You know this is fake because the mom is smiling. (Photo credit: Ron Lach)

I keep getting these emails that, in a previous life, I was very excited to sign up for. They meet me where I am emotionally—slightly-to-moderately anxious about being a good parent to two idiosyncratic kids—while stoking even more of that anxiety by dangling tantalizing Mom Projects in front of me.

What they say overtly: “Set up this cute sensory activity / plan this fun-filled outing / make this kid-pleasing meal for your kiddo!”

What they say covertly: “You can master motherhood if you just do this One Additional Thing!”

Lately, the emails that have been *really* getting to me are the ones around food. The five-year-old is a selective eater with very big feelings—so breakfasts, depending on what I serve and what side of the bed she woke up on, can be a minefield. In my experience, there’s very little worse than starting your day with a child screaming at you… especially if it happens day after day, week after week, month after month, ad infinitum.

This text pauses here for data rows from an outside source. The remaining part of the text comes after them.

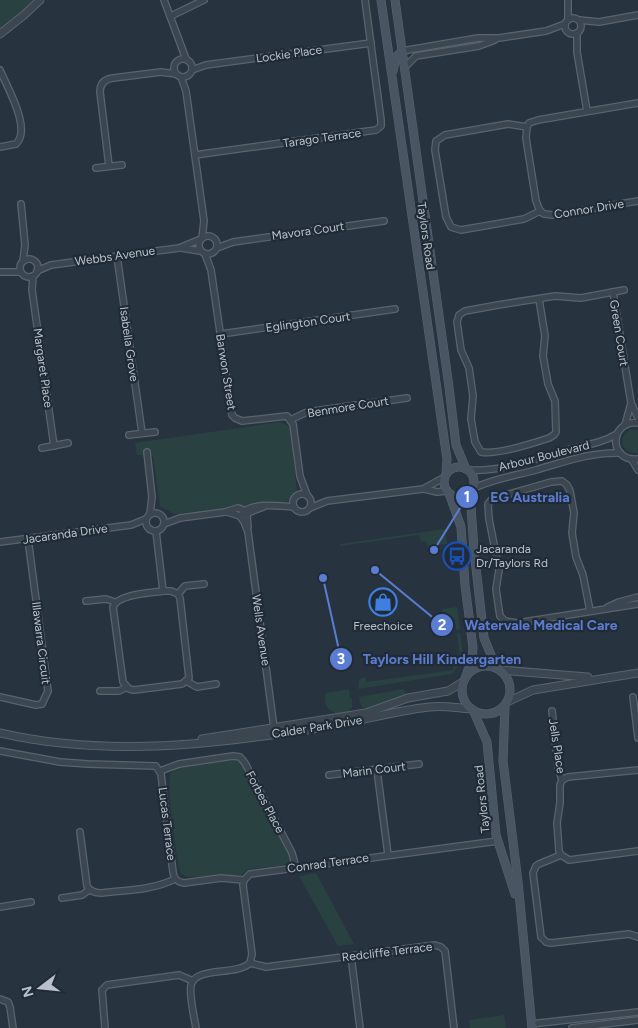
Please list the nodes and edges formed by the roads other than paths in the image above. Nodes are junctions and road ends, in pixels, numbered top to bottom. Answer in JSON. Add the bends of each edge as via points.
{"nodes":[{"id":1,"x":40,"y":0,"type":"edge"},
{"id":2,"x":164,"y":0,"type":"edge"},
{"id":3,"x":204,"y":0,"type":"edge"},
{"id":4,"x":365,"y":0,"type":"edge"},
{"id":5,"x":381,"y":0,"type":"edge"},
{"id":6,"x":395,"y":0,"type":"edge"},
{"id":7,"x":568,"y":0,"type":"edge"},
{"id":8,"x":171,"y":16,"type":"junction"},
{"id":9,"x":638,"y":16,"type":"edge"},
{"id":10,"x":577,"y":19,"type":"junction"},
{"id":11,"x":566,"y":22,"type":"junction"},
{"id":12,"x":599,"y":22,"type":"junction"},
{"id":13,"x":546,"y":31,"type":"junction"},
{"id":14,"x":579,"y":32,"type":"junction"},
{"id":15,"x":568,"y":33,"type":"junction"},
{"id":16,"x":0,"y":34,"type":"edge"},
{"id":17,"x":499,"y":38,"type":"junction"},
{"id":18,"x":371,"y":43,"type":"junction"},
{"id":19,"x":179,"y":44,"type":"junction"},
{"id":20,"x":402,"y":51,"type":"junction"},
{"id":21,"x":577,"y":52,"type":"junction"},
{"id":22,"x":189,"y":61,"type":"junction"},
{"id":23,"x":176,"y":63,"type":"junction"},
{"id":24,"x":206,"y":65,"type":"junction"},
{"id":25,"x":405,"y":67,"type":"junction"},
{"id":26,"x":0,"y":70,"type":"edge"},
{"id":27,"x":161,"y":72,"type":"junction"},
{"id":28,"x":191,"y":73,"type":"junction"},
{"id":29,"x":178,"y":75,"type":"junction"},
{"id":30,"x":392,"y":81,"type":"junction"},
{"id":31,"x":186,"y":91,"type":"junction"},
{"id":32,"x":638,"y":103,"type":"edge"},
{"id":33,"x":587,"y":111,"type":"junction"},
{"id":34,"x":526,"y":128,"type":"junction"},
{"id":35,"x":0,"y":147,"type":"edge"},
{"id":36,"x":195,"y":155,"type":"junction"},
{"id":37,"x":122,"y":165,"type":"dead end"},
{"id":38,"x":110,"y":166,"type":"junction"},
{"id":39,"x":96,"y":168,"type":"dead end"},
{"id":40,"x":638,"y":201,"type":"edge"},
{"id":41,"x":21,"y":204,"type":"dead end"},
{"id":42,"x":540,"y":211,"type":"junction"},
{"id":43,"x":204,"y":221,"type":"junction"},
{"id":44,"x":384,"y":221,"type":"dead end"},
{"id":45,"x":213,"y":238,"type":"junction"},
{"id":46,"x":201,"y":239,"type":"junction"},
{"id":47,"x":233,"y":242,"type":"junction"},
{"id":48,"x":25,"y":245,"type":"junction"},
{"id":49,"x":179,"y":248,"type":"junction"},
{"id":50,"x":215,"y":250,"type":"junction"},
{"id":51,"x":203,"y":253,"type":"junction"},
{"id":52,"x":117,"y":256,"type":"junction"},
{"id":53,"x":34,"y":261,"type":"junction"},
{"id":54,"x":21,"y":263,"type":"junction"},
{"id":55,"x":51,"y":265,"type":"junction"},
{"id":56,"x":211,"y":270,"type":"junction"},
{"id":57,"x":3,"y":272,"type":"edge"},
{"id":58,"x":35,"y":274,"type":"junction"},
{"id":59,"x":23,"y":275,"type":"junction"},
{"id":60,"x":32,"y":290,"type":"junction"},
{"id":61,"x":624,"y":290,"type":"dead end"},
{"id":62,"x":613,"y":292,"type":"junction"},
{"id":63,"x":539,"y":299,"type":"junction"},
{"id":64,"x":395,"y":309,"type":"dead end"},
{"id":65,"x":220,"y":334,"type":"junction"},
{"id":66,"x":407,"y":398,"type":"dead end"},
{"id":67,"x":631,"y":403,"type":"junction"},
{"id":68,"x":638,"y":418,"type":"edge"},
{"id":69,"x":290,"y":420,"type":"junction"},
{"id":70,"x":638,"y":423,"type":"edge"},
{"id":71,"x":625,"y":425,"type":"junction"},
{"id":72,"x":155,"y":432,"type":"dead end"},
{"id":73,"x":142,"y":433,"type":"junction"},
{"id":74,"x":617,"y":434,"type":"junction"},
{"id":75,"x":129,"y":435,"type":"dead end"},
{"id":76,"x":68,"y":444,"type":"dead end"},
{"id":77,"x":54,"y":446,"type":"junction"},
{"id":78,"x":42,"y":448,"type":"dead end"},
{"id":79,"x":147,"y":452,"type":"dead end"},
{"id":80,"x":620,"y":453,"type":"junction"},
{"id":81,"x":635,"y":460,"type":"edge"},
{"id":82,"x":468,"y":469,"type":"junction"},
{"id":83,"x":638,"y":470,"type":"edge"},
{"id":84,"x":300,"y":476,"type":"junction"},
{"id":85,"x":445,"y":476,"type":"junction"},
{"id":86,"x":422,"y":489,"type":"junction"},
{"id":87,"x":471,"y":491,"type":"junction"},
{"id":88,"x":448,"y":492,"type":"junction"},
{"id":89,"x":299,"y":494,"type":"junction"},
{"id":90,"x":309,"y":496,"type":"junction"},
{"id":91,"x":152,"y":497,"type":"junction"},
{"id":92,"x":294,"y":499,"type":"junction"},
{"id":93,"x":327,"y":501,"type":"junction"},
{"id":94,"x":278,"y":506,"type":"junction"},
{"id":95,"x":294,"y":507,"type":"junction"},
{"id":96,"x":310,"y":508,"type":"junction"},
{"id":97,"x":160,"y":514,"type":"junction"},
{"id":98,"x":244,"y":514,"type":"junction"},
{"id":99,"x":148,"y":516,"type":"junction"},
{"id":100,"x":180,"y":518,"type":"junction"},
{"id":101,"x":164,"y":524,"type":"junction"},
{"id":102,"x":131,"y":525,"type":"junction"},
{"id":103,"x":147,"y":527,"type":"junction"},
{"id":104,"x":156,"y":531,"type":"junction"},
{"id":105,"x":28,"y":539,"type":"junction"},
{"id":106,"x":0,"y":542,"type":"edge"},
{"id":107,"x":204,"y":584,"type":"dead end"},
{"id":108,"x":163,"y":591,"type":"junction"},
{"id":109,"x":178,"y":594,"type":"junction"},
{"id":110,"x":638,"y":597,"type":"edge"},
{"id":111,"x":86,"y":601,"type":"dead end"},
{"id":112,"x":115,"y":602,"type":"junction"},
{"id":113,"x":638,"y":604,"type":"edge"},
{"id":114,"x":604,"y":609,"type":"junction"},
{"id":115,"x":590,"y":611,"type":"junction"},
{"id":116,"x":498,"y":669,"type":"junction"},
{"id":117,"x":638,"y":673,"type":"edge"},
{"id":118,"x":606,"y":678,"type":"junction"},
{"id":119,"x":465,"y":679,"type":"junction"},
{"id":120,"x":186,"y":681,"type":"junction"},
{"id":121,"x":216,"y":684,"type":"dead end"},
{"id":122,"x":127,"y":687,"type":"junction"},
{"id":123,"x":100,"y":691,"type":"dead end"},
{"id":124,"x":0,"y":697,"type":"edge"},
{"id":125,"x":633,"y":697,"type":"dead end"},
{"id":126,"x":506,"y":704,"type":"junction"},
{"id":127,"x":472,"y":709,"type":"junction"},
{"id":128,"x":552,"y":711,"type":"dead end"},
{"id":129,"x":358,"y":718,"type":"junction"},
{"id":130,"x":274,"y":731,"type":"junction"},
{"id":131,"x":0,"y":733,"type":"edge"},
{"id":132,"x":638,"y":738,"type":"edge"},
{"id":133,"x":0,"y":751,"type":"edge"},
{"id":134,"x":419,"y":764,"type":"dead end"},
{"id":135,"x":377,"y":770,"type":"junction"},
{"id":136,"x":638,"y":770,"type":"edge"},
{"id":137,"x":160,"y":771,"type":"junction"},
{"id":138,"x":329,"y":775,"type":"dead end"},
{"id":139,"x":562,"y":780,"type":"junction"},
{"id":140,"x":80,"y":832,"type":"dead end"},
{"id":141,"x":513,"y":839,"type":"junction"},
{"id":142,"x":498,"y":841,"type":"junction"},
{"id":143,"x":638,"y":851,"type":"edge"},
{"id":144,"x":388,"y":855,"type":"junction"},
{"id":145,"x":561,"y":855,"type":"junction"},
{"id":146,"x":296,"y":868,"type":"junction"},
{"id":147,"x":175,"y":879,"type":"junction"},
{"id":148,"x":244,"y":880,"type":"junction"},
{"id":149,"x":89,"y":890,"type":"junction"},
{"id":150,"x":62,"y":898,"type":"dead end"},
{"id":151,"x":31,"y":902,"type":"dead end"},
{"id":152,"x":0,"y":907,"type":"edge"},
{"id":153,"x":520,"y":915,"type":"junction"},
{"id":154,"x":638,"y":937,"type":"edge"},
{"id":155,"x":351,"y":956,"type":"junction"},
{"id":156,"x":250,"y":963,"type":"junction"},
{"id":157,"x":193,"y":981,"type":"junction"},
{"id":158,"x":0,"y":999,"type":"edge"},
{"id":159,"x":638,"y":1012,"type":"edge"},
{"id":160,"x":638,"y":1020,"type":"edge"},
{"id":161,"x":531,"y":1026,"type":"edge"},
{"id":162,"x":13,"y":1028,"type":"edge"},
{"id":163,"x":105,"y":1028,"type":"edge"},
{"id":164,"x":196,"y":1028,"type":"edge"},
{"id":165,"x":360,"y":1028,"type":"edge"},
{"id":166,"x":454,"y":1028,"type":"edge"},
{"id":167,"x":572,"y":1028,"type":"edge"}],
"edges":[{"from":1,"to":16,"type":"street"},
{"from":2,"to":8,"type":"street"},
{"from":3,"to":8,"type":"street"},
{"from":4,"to":18,"type":"street","name":"Tarago Terrace"},
{"from":5,"to":30,"type":"main road","name":"Taylors Road"},
{"from":6,"to":20,"type":"main road","name":"Taylors Road"},
{"from":7,"to":10,"type":"street"},
{"from":7,"to":11,"type":"street"},
{"from":8,"to":19,"type":"street"},
{"from":9,"to":12,"type":"street"},
{"from":10,"to":11,"type":"street"},
{"from":10,"to":12,"type":"street"},
{"from":10,"to":14,"type":"street","via":[[581,25]]},
{"from":11,"to":13,"type":"street"},
{"from":11,"to":15,"type":"street"},
{"from":12,"to":14,"type":"street"},
{"from":13,"to":15,"type":"street"},
{"from":13,"to":17,"type":"street"},
{"from":14,"to":15,"type":"street"},
{"from":14,"to":21,"type":"street"},
{"from":15,"to":21,"type":"street"},
{"from":17,"to":20,"type":"street","via":[[478,38]]},
{"from":17,"to":25,"type":"street","via":[[479,46],[416,56]]},
{"from":18,"to":24,"type":"street","name":"Lockie Place"},
{"from":18,"to":36,"type":"street","name":"Tarago Terrace","via":[[382,120],[376,131]]},
{"from":19,"to":22,"type":"street"},
{"from":19,"to":23,"type":"street"},
{"from":20,"to":25,"type":"main road","name":"Taylors Road"},
{"from":20,"to":30,"type":"main road","via":[[395,60]]},
{"from":21,"to":33,"type":"street"},
{"from":22,"to":23,"type":"street"},
{"from":22,"to":24,"type":"street","name":"Lockie Place"},
{"from":22,"to":28,"type":"street"},
{"from":23,"to":27,"type":"street"},
{"from":23,"to":29,"type":"street"},
{"from":24,"to":28,"type":"street","name":"Lockie Place"},
{"from":25,"to":82,"type":"main road","name":"Taylors Road","via":[[456,445]]},
{"from":26,"to":35,"type":"street","via":[[20,117],[22,132],[16,144]]},
{"from":27,"to":29,"type":"street","name":"Lockie Place"},
{"from":27,"to":38,"type":"street","via":[[109,79],[101,85]]},
{"from":28,"to":29,"type":"street","name":"Lockie Place"},
{"from":28,"to":31,"type":"street"},
{"from":29,"to":31,"type":"street"},
{"from":30,"to":85,"type":"main road","name":"Taylors Road","via":[[445,448]]},
{"from":31,"to":36,"type":"street"},
{"from":32,"to":33,"type":"street"},
{"from":33,"to":34,"type":"street","via":[[538,120]]},
{"from":34,"to":42,"type":"street"},
{"from":34,"to":42,"type":"street","name":"Connor Drive","via":[[508,124],[438,139],[435,150],[446,217],[448,224],[461,230],[524,219]]},
{"from":36,"to":43,"type":"street"},
{"from":37,"to":38,"type":"street"},
{"from":38,"to":39,"type":"street"},
{"from":40,"to":42,"type":"street","name":"Connor Drive","via":[[553,215]]},
{"from":41,"to":48,"type":"street"},
{"from":43,"to":45,"type":"street"},
{"from":43,"to":46,"type":"street"},
{"from":44,"to":47,"type":"street","name":"Mavora Court"},
{"from":45,"to":46,"type":"street","name":"Mavora Court"},
{"from":45,"to":47,"type":"street","name":"Mavora Court"},
{"from":45,"to":50,"type":"street","name":"Barwon Street"},
{"from":46,"to":49,"type":"street","name":"Webbs Avenue"},
{"from":46,"to":51,"type":"street","via":[[198,245]]},
{"from":47,"to":50,"type":"street","name":"Mavora Court"},
{"from":48,"to":53,"type":"street","name":"Margaret Place"},
{"from":48,"to":54,"type":"street"},
{"from":49,"to":51,"type":"street","name":"Webbs Avenue"},
{"from":49,"to":52,"type":"street","name":"Webbs Avenue"},
{"from":50,"to":51,"type":"street","name":"Mavora Court"},
{"from":50,"to":56,"type":"street","name":"Barwon Street"},
{"from":51,"to":56,"type":"street","name":"Barwon Street"},
{"from":52,"to":55,"type":"street","name":"Webbs Avenue"},
{"from":52,"to":73,"type":"street","name":"Isabella Grove"},
{"from":53,"to":54,"type":"street"},
{"from":53,"to":55,"type":"street","name":"Webbs Avenue"},
{"from":53,"to":58,"type":"street","name":"Margaret Place"},
{"from":54,"to":57,"type":"street"},
{"from":54,"to":59,"type":"street"},
{"from":55,"to":58,"type":"street","name":"Webbs Avenue"},
{"from":56,"to":65,"type":"street","name":"Barwon Street"},
{"from":57,"to":59,"type":"street"},
{"from":58,"to":59,"type":"street","name":"Webbs Avenue"},
{"from":58,"to":60,"type":"street","name":"Margaret Place"},
{"from":59,"to":60,"type":"street","name":"Margaret Place"},
{"from":60,"to":77,"type":"street","name":"Margaret Place"},
{"from":61,"to":62,"type":"street"},
{"from":62,"to":63,"type":"street","via":[[581,298]]},
{"from":62,"to":67,"type":"street","name":"Green Court"},
{"from":63,"to":63,"type":"street","via":[[465,311],[458,317],[473,396],[474,442],[482,452],[518,447],[549,438],[556,432],[555,401],[543,356],[545,336]]},
{"from":64,"to":65,"type":"street","name":"Eglington Court"},
{"from":65,"to":69,"type":"street","name":"Barwon Street","via":[[234,418],[242,421],[288,416]]},
{"from":66,"to":69,"type":"street","name":"Benmore Court","via":[[307,412]]},
{"from":67,"to":68,"type":"street","name":"Green Court"},
{"from":67,"to":71,"type":"street","name":"Green Court"},
{"from":69,"to":84,"type":"street"},
{"from":70,"to":71,"type":"street"},
{"from":71,"to":74,"type":"street"},
{"from":72,"to":73,"type":"street"},
{"from":73,"to":75,"type":"street"},
{"from":74,"to":80,"type":"street","via":[[616,444]]},
{"from":74,"to":82,"type":"street","name":"Arbour Boulevard","via":[[600,442],[519,464]]},
{"from":76,"to":77,"type":"street"},
{"from":77,"to":78,"type":"street"},
{"from":79,"to":91,"type":"street"},
{"from":80,"to":81,"type":"street"},
{"from":80,"to":87,"type":"street","name":"Arbour Boulevard","via":[[582,456],[490,480]]},
{"from":81,"to":83,"type":"street"},
{"from":82,"to":85,"type":"main road","via":[[453,468]]},
{"from":82,"to":87,"type":"main road","via":[[474,481]]},
{"from":84,"to":89,"type":"street"},
{"from":84,"to":90,"type":"street"},
{"from":85,"to":86,"type":"street"},
{"from":85,"to":88,"type":"main road"},
{"from":86,"to":88,"type":"street"},
{"from":86,"to":93,"type":"street"},
{"from":87,"to":88,"type":"main road","via":[[462,496]]},
{"from":87,"to":116,"type":"main road","via":[[484,638]]},
{"from":88,"to":119,"type":"main road","via":[[461,527],[473,648]]},
{"from":89,"to":90,"type":"street"},
{"from":89,"to":92,"type":"street"},
{"from":90,"to":93,"type":"street"},
{"from":90,"to":96,"type":"street"},
{"from":91,"to":97,"type":"street"},
{"from":91,"to":99,"type":"street"},
{"from":92,"to":94,"type":"street"},
{"from":92,"to":95,"type":"street"},
{"from":93,"to":96,"type":"street"},
{"from":94,"to":95,"type":"street"},
{"from":94,"to":98,"type":"street"},
{"from":95,"to":96,"type":"street","via":[[303,513]]},
{"from":97,"to":99,"type":"street"},
{"from":97,"to":100,"type":"street"},
{"from":97,"to":101,"type":"street"},
{"from":98,"to":100,"type":"street","via":[[225,512]]},
{"from":98,"to":130,"type":"street","name":"Wells Avenue"},
{"from":99,"to":102,"type":"street","name":"Jacaranda Drive"},
{"from":99,"to":103,"type":"street"},
{"from":100,"to":101,"type":"street"},
{"from":101,"to":104,"type":"street"},
{"from":102,"to":103,"type":"street","name":"Jacaranda Drive"},
{"from":102,"to":105,"type":"street","name":"Jacaranda Drive"},
{"from":103,"to":104,"type":"street"},
{"from":104,"to":108,"type":"street"},
{"from":105,"to":106,"type":"street","name":"Jacaranda Drive"},
{"from":105,"to":124,"type":"street","name":"Illawarra Circuit","via":[[48,691],[42,704],[36,705]]},
{"from":107,"to":109,"type":"street","via":[[185,586]]},
{"from":108,"to":109,"type":"street"},
{"from":108,"to":112,"type":"street"},
{"from":109,"to":120,"type":"street","via":[[190,673]]},
{"from":110,"to":114,"type":"street"},
{"from":111,"to":112,"type":"street","via":[[106,599]]},
{"from":112,"to":122,"type":"street","via":[[123,682]]},
{"from":113,"to":114,"type":"street"},
{"from":114,"to":115,"type":"street"},
{"from":115,"to":115,"type":"street","via":[[518,623],[502,619],[496,589],[499,570],[489,519],[488,504],[492,499],[550,482],[568,485],[574,513],[572,533],[576,558],[583,574]]},
{"from":116,"to":118,"type":"street"},
{"from":116,"to":119,"type":"main road","via":[[480,666]]},
{"from":116,"to":126,"type":"main road","via":[[509,681],[510,696]]},
{"from":117,"to":118,"type":"street"},
{"from":118,"to":126,"type":"street","via":[[533,690]]},
{"from":119,"to":127,"type":"main road","via":[[462,688],[464,700]]},
{"from":119,"to":129,"type":"street","name":"Calder Park Drive","via":[[448,692],[408,698]]},
{"from":120,"to":121,"type":"street","via":[[197,687]]},
{"from":120,"to":122,"type":"street","via":[[134,690]]},
{"from":122,"to":123,"type":"street"},
{"from":125,"to":132,"type":"street"},
{"from":126,"to":127,"type":"main road","via":[[490,714]]},
{"from":126,"to":141,"type":"main road","name":"Taylors Road","via":[[503,761]]},
{"from":127,"to":129,"type":"street","name":"Calder Park Drive","via":[[429,707]]},
{"from":127,"to":142,"type":"main road","name":"Taylors Road","via":[[487,742]]},
{"from":128,"to":139,"type":"street","name":"Jells Place"},
{"from":129,"to":130,"type":"street","name":"Calder Park Drive"},
{"from":130,"to":131,"type":"street","name":"Calder Park Drive","via":[[162,745],[117,747],[52,743]]},
{"from":133,"to":137,"type":"street","name":"Lucas Terrace","via":[[60,762],[154,765]]},
{"from":134,"to":135,"type":"street","name":"Marin Court"},
{"from":135,"to":138,"type":"street","name":"Marin Court"},
{"from":135,"to":144,"type":"street"},
{"from":136,"to":139,"type":"street"},
{"from":137,"to":146,"type":"street","name":"Forbes Place","via":[[178,764],[240,757],[292,853]]},
{"from":137,"to":147,"type":"street","name":"Lucas Terrace"},
{"from":139,"to":145,"type":"street","name":"Jells Place","via":[[557,823]]},
{"from":140,"to":149,"type":"street"},
{"from":141,"to":142,"type":"main road"},
{"from":141,"to":153,"type":"main road","name":"Taylors Road"},
{"from":142,"to":144,"type":"street","name":"Conrad Terrace"},
{"from":142,"to":153,"type":"main road","name":"Taylors Road"},
{"from":143,"to":145,"type":"street","via":[[569,860]]},
{"from":144,"to":146,"type":"street","name":"Conrad Terrace"},
{"from":145,"to":154,"type":"street","via":[[536,866],[533,873],[540,937],[551,943],[629,934]]},
{"from":146,"to":148,"type":"street","name":"Conrad Terrace","via":[[252,873]]},
{"from":147,"to":148,"type":"street","name":"Lucas Terrace","via":[[184,883],[221,878]]},
{"from":147,"to":149,"type":"street","via":[[160,886],[102,893]]},
{"from":148,"to":156,"type":"street","via":[[252,954]]},
{"from":149,"to":150,"type":"street","via":[[82,895]]},
{"from":151,"to":152,"type":"street"},
{"from":153,"to":161,"type":"main road","name":"Taylors Road"},
{"from":155,"to":156,"type":"street","name":"Redcliffe Terrace","via":[[266,967]]},
{"from":155,"to":165,"type":"street"},
{"from":155,"to":166,"type":"street","name":"Redcliffe Terrace","via":[[435,945],[441,947],[445,950]]},
{"from":156,"to":157,"type":"street","via":[[240,969],[202,974]]},
{"from":157,"to":163,"type":"street","via":[[180,975],[107,985],[102,990]]},
{"from":157,"to":164,"type":"street","via":[[191,992]]},
{"from":158,"to":162,"type":"street","via":[[8,1002]]},
{"from":159,"to":161,"type":"street"},
{"from":160,"to":167,"type":"street"}]}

But there’s an interesting twist. Sometimes, my kid goes downstairs early, before I’m awake, and “makes” herself breakfast. (“Makes” is in quotes because it involves eating cereal directly from the bag.) I love the self-starter nature of this breakfast, and I love that it gives her some quiet alone time in the morning to get into a regulated state of mind. I don’t particularly love the sugar-fest or the sameness of every meal. Part of getting her to eat a wider range of foods is to, well, serve her a wider range of foods.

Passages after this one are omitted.